CVE-2026-1084 is a stored cross-site scripting (XSS) vulnerability classified under CWE-79, affecting the 'Cookie consent for developers' plugin for WordPress. This vulnerability exists in all versions up to and including 1.7.1 due to insufficient input sanitization and output escaping in multiple settings fields. Authenticated attackers with administrator-level access or higher can exploit this flaw to inject arbitrary JavaScript code into pages generated by the plugin. The malicious scripts execute whenever any user accesses the compromised page, potentially leading to session hijacking, privilege escalation, or other malicious activities. The vulnerability is constrained to multi-site WordPress installations or those where the unfiltered_html capability is disabled, limiting its scope. The CVSS v3.1 base score is 4.4, reflecting a medium severity level, with an attack vector of network, high attack complexity, requiring high privileges, no user interaction, and a scope change. No public exploits have been reported yet. The vulnerability underscores the importance of proper input validation and output encoding in web applications, especially plugins that handle user-generated content or settings.

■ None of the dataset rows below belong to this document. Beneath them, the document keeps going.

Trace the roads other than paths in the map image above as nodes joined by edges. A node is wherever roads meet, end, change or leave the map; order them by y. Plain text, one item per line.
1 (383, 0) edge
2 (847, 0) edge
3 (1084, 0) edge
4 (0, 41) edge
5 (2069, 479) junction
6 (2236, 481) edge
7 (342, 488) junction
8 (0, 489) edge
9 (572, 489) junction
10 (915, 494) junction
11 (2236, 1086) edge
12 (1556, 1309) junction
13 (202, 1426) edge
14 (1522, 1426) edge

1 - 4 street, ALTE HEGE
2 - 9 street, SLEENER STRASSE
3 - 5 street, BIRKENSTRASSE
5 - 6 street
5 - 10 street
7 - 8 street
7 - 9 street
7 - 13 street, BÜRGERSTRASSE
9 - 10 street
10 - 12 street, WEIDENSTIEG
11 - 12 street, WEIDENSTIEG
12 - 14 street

The primary impact of this vulnerability is the potential for an authenticated administrator to inject malicious scripts that execute in the context of other users visiting the affected pages. This can lead to limited confidentiality breaches, such as theft of session cookies or sensitive information accessible in the browser context, and integrity issues like unauthorized actions performed on behalf of users. Availability is not impacted. Since exploitation requires administrator privileges, the threat is somewhat mitigated by the need for high-level access, but it remains significant in environments where multiple administrators exist or where insider threats are possible. Multi-site WordPress installations, often used by large organizations or hosting providers, are particularly at risk, potentially affecting many users across sites. The lack of known exploits reduces immediate risk, but the vulnerability could be leveraged in targeted attacks or combined with privilege escalation exploits. Organizations relying on this plugin may face reputational damage, data leakage, or unauthorized administrative actions if exploited.

To mitigate CVE-2026-1084, organizations should first update the 'Cookie consent for developers' plugin to a patched version once available. Until a patch is released, administrators should restrict plugin access strictly to trusted users and minimize the number of users with administrator privileges. Implement strict input validation and output escaping on all plugin settings fields, especially those that accept HTML or script content. For multi-site installations, consider disabling or limiting the use of this plugin if feasible. Additionally, enable Content Security Policy (CSP) headers to reduce the impact of injected scripts. Regularly audit administrator accounts and monitor logs for suspicious activity. Employ web application firewalls (WAFs) with rules targeting XSS payloads related to this plugin. Finally, educate administrators about the risks of injecting untrusted content and maintain a robust patch management process to promptly apply updates.